#### What the exercise asks
Show all lines of the listing that hold the word "Park".
____
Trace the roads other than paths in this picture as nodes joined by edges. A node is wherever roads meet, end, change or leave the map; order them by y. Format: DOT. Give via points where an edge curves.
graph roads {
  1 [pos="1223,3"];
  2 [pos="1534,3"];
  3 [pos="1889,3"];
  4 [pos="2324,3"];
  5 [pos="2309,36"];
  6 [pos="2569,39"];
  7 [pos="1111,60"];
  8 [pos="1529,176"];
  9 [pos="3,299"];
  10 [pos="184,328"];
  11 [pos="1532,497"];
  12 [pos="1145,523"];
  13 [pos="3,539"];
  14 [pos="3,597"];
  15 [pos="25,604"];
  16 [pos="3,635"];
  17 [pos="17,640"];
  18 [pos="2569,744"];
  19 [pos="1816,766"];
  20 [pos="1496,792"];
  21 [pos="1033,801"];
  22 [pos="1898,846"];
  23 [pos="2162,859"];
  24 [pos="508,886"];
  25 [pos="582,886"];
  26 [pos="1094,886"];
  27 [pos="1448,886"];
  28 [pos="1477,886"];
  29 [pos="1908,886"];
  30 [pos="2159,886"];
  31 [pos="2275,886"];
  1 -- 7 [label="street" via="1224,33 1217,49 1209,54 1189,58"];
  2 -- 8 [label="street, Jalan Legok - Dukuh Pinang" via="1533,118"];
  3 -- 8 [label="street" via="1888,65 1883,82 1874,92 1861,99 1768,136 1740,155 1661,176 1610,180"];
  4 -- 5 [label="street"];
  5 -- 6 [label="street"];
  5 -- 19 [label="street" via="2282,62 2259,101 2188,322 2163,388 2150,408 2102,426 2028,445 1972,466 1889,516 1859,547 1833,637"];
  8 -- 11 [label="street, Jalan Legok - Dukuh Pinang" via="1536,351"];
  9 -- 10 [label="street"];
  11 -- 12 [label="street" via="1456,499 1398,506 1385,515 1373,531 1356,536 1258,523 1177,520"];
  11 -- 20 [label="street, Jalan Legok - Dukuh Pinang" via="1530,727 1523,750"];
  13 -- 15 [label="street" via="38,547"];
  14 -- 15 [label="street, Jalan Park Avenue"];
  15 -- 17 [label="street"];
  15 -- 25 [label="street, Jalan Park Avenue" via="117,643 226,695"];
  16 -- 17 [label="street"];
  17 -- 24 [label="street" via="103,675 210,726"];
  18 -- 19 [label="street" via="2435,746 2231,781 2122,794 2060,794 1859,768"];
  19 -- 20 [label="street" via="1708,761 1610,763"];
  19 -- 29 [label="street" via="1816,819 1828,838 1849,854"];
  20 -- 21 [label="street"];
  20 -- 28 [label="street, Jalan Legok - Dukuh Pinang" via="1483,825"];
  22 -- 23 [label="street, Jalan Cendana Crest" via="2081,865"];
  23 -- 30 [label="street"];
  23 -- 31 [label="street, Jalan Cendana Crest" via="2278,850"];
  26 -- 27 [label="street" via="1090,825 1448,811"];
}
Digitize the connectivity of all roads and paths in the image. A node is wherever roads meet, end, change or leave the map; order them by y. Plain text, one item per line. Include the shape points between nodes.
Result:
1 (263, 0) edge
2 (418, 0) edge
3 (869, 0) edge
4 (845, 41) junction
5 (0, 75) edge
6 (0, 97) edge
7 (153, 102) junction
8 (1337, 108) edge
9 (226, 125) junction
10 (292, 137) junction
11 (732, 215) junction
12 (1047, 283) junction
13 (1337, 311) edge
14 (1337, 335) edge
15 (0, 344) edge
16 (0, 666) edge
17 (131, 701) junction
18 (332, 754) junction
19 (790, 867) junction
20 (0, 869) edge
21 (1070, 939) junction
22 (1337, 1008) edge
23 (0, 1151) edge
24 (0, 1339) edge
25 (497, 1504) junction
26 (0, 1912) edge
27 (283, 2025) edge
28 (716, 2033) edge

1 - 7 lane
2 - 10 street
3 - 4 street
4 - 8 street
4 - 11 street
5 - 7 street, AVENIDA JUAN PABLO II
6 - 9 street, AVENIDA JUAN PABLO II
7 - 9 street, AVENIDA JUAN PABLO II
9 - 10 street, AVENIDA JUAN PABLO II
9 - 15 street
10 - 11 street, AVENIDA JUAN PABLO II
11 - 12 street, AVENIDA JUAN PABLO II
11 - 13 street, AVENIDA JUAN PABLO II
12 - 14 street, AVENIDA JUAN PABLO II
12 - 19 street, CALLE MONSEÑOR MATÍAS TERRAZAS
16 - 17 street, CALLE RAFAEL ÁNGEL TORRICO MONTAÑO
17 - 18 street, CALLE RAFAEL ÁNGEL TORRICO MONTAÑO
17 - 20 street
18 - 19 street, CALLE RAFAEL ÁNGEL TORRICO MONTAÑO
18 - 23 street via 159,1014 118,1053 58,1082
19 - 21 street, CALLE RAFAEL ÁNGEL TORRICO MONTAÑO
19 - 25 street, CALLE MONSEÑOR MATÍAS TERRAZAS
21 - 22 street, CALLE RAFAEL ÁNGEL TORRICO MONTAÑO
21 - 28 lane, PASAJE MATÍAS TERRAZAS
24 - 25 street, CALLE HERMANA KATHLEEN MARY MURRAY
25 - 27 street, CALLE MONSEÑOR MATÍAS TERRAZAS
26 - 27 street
____
#### Completed task
  14 -- 15 [label="street, Jalan Park Avenue"];
  15 -- 25 [label="street, Jalan Park Avenue" via="117,643 226,695"];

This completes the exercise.